> **Task brief**
Exactly as written, print out each entry in the data, with no pictures.

> **Exercise data**
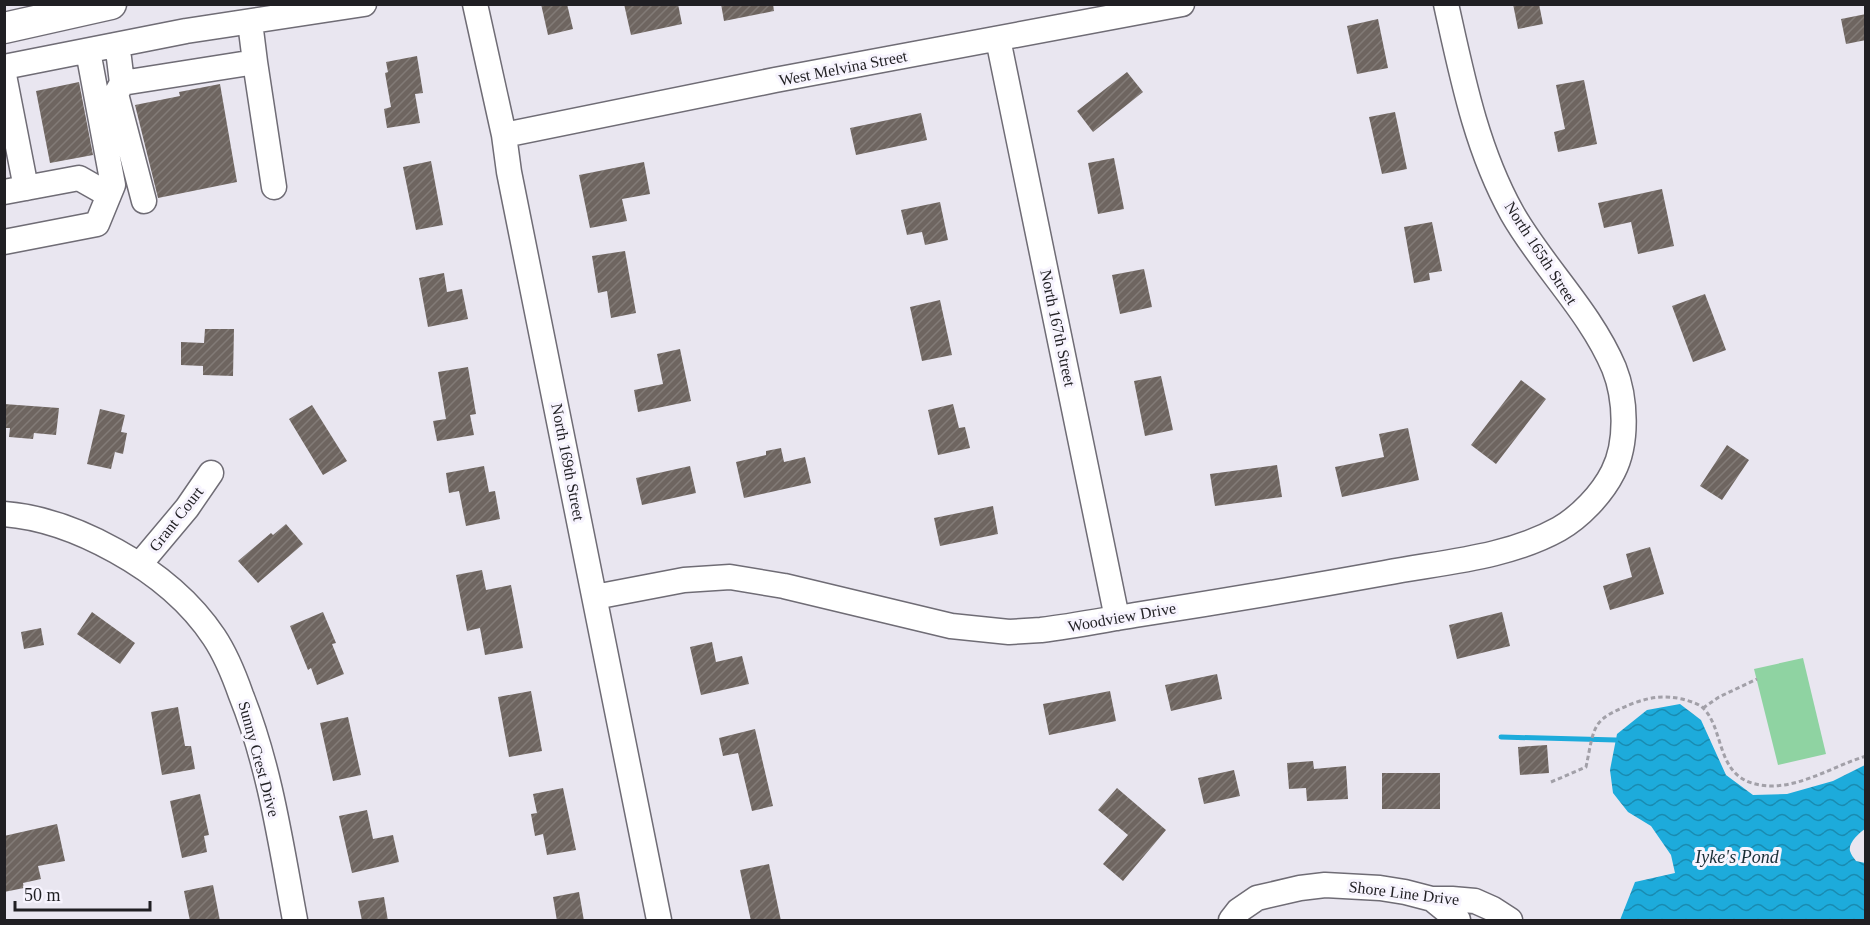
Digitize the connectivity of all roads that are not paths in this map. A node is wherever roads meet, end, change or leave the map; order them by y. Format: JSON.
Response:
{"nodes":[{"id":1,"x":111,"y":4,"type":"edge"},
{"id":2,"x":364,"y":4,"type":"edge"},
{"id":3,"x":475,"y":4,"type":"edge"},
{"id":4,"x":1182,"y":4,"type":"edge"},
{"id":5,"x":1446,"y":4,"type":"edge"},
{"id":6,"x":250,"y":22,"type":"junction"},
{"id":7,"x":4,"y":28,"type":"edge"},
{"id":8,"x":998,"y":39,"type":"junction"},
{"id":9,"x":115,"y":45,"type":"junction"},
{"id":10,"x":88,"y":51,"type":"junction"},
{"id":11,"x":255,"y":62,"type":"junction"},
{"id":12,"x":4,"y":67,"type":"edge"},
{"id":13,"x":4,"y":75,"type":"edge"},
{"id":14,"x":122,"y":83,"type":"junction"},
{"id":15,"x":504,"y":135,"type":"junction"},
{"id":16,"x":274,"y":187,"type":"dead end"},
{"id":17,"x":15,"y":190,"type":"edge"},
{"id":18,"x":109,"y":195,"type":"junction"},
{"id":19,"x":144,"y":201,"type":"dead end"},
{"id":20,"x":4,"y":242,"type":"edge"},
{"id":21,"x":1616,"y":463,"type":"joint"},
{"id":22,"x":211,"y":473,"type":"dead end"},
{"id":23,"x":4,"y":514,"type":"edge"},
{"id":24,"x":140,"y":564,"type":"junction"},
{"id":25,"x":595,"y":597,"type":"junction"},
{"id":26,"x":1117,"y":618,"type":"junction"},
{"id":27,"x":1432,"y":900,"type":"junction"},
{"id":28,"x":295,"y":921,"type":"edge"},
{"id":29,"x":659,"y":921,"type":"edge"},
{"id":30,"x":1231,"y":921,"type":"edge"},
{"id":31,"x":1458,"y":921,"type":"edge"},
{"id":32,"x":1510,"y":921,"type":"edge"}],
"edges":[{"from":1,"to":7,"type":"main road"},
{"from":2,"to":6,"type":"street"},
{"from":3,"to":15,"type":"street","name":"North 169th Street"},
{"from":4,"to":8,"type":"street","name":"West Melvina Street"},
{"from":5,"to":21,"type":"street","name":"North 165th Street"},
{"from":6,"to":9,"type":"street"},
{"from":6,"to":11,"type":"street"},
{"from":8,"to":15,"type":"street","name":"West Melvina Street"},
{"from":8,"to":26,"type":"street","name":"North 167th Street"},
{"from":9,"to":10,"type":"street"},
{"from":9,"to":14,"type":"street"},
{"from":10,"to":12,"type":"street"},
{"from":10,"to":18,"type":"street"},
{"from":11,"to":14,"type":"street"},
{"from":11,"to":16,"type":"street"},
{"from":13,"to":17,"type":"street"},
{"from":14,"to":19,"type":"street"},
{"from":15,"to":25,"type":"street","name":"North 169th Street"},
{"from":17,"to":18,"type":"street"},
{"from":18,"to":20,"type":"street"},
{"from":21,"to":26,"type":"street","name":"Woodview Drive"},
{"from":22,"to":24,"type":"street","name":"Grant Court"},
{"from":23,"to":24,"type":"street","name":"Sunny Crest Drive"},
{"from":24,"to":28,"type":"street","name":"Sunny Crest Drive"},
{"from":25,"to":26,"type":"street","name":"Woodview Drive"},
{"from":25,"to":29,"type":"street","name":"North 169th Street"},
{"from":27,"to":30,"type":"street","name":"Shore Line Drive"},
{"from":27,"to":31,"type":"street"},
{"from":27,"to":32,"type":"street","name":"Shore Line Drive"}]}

> **Result of this task**
Digitize the connectivity of all roads that are not paths in this map. A node is wherever roads meet, end, change or leave the map; order them by y. Format: JSON.
Response:
{"nodes":[{"id":1,"x":111,"y":4,"type":"edge"},
{"id":2,"x":364,"y":4,"type":"edge"},
{"id":3,"x":475,"y":4,"type":"edge"},
{"id":4,"x":1182,"y":4,"type":"edge"},
{"id":5,"x":1446,"y":4,"type":"edge"},
{"id":6,"x":250,"y":22,"type":"junction"},
{"id":7,"x":4,"y":28,"type":"edge"},
{"id":8,"x":998,"y":39,"type":"junction"},
{"id":9,"x":115,"y":45,"type":"junction"},
{"id":10,"x":88,"y":51,"type":"junction"},
{"id":11,"x":255,"y":62,"type":"junction"},
{"id":12,"x":4,"y":67,"type":"edge"},
{"id":13,"x":4,"y":75,"type":"edge"},
{"id":14,"x":122,"y":83,"type":"junction"},
{"id":15,"x":504,"y":135,"type":"junction"},
{"id":16,"x":274,"y":187,"type":"dead end"},
{"id":17,"x":15,"y":190,"type":"edge"},
{"id":18,"x":109,"y":195,"type":"junction"},
{"id":19,"x":144,"y":201,"type":"dead end"},
{"id":20,"x":4,"y":242,"type":"edge"},
{"id":21,"x":1616,"y":463,"type":"joint"},
{"id":22,"x":211,"y":473,"type":"dead end"},
{"id":23,"x":4,"y":514,"type":"edge"},
{"id":24,"x":140,"y":564,"type":"junction"},
{"id":25,"x":595,"y":597,"type":"junction"},
{"id":26,"x":1117,"y":618,"type":"junction"},
{"id":27,"x":1432,"y":900,"type":"junction"},
{"id":28,"x":295,"y":921,"type":"edge"},
{"id":29,"x":659,"y":921,"type":"edge"},
{"id":30,"x":1231,"y":921,"type":"edge"},
{"id":31,"x":1458,"y":921,"type":"edge"},
{"id":32,"x":1510,"y":921,"type":"edge"}],
"edges":[{"from":1,"to":7,"type":"main road"},
{"from":2,"to":6,"type":"street"},
{"from":3,"to":15,"type":"street","name":"North 169th Street"},
{"from":4,"to":8,"type":"street","name":"West Melvina Street"},
{"from":5,"to":21,"type":"street","name":"North 165th Street"},
{"from":6,"to":9,"type":"street"},
{"from":6,"to":11,"type":"street"},
{"from":8,"to":15,"type":"street","name":"West Melvina Street"},
{"from":8,"to":26,"type":"street","name":"North 167th Street"},
{"from":9,"to":10,"type":"street"},
{"from":9,"to":14,"type":"street"},
{"from":10,"to":12,"type":"street"},
{"from":10,"to":18,"type":"street"},
{"from":11,"to":14,"type":"street"},
{"from":11,"to":16,"type":"street"},
{"from":13,"to":17,"type":"street"},
{"from":14,"to":19,"type":"street"},
{"from":15,"to":25,"type":"street","name":"North 169th Street"},
{"from":17,"to":18,"type":"street"},
{"from":18,"to":20,"type":"street"},
{"from":21,"to":26,"type":"street","name":"Woodview Drive"},
{"from":22,"to":24,"type":"street","name":"Grant Court"},
{"from":23,"to":24,"type":"street","name":"Sunny Crest Drive"},
{"from":24,"to":28,"type":"street","name":"Sunny Crest Drive"},
{"from":25,"to":26,"type":"street","name":"Woodview Drive"},
{"from":25,"to":29,"type":"street","name":"North 169th Street"},
{"from":27,"to":30,"type":"street","name":"Shore Line Drive"},
{"from":27,"to":31,"type":"street"},
{"from":27,"to":32,"type":"street","name":"Shore Line Drive"}]}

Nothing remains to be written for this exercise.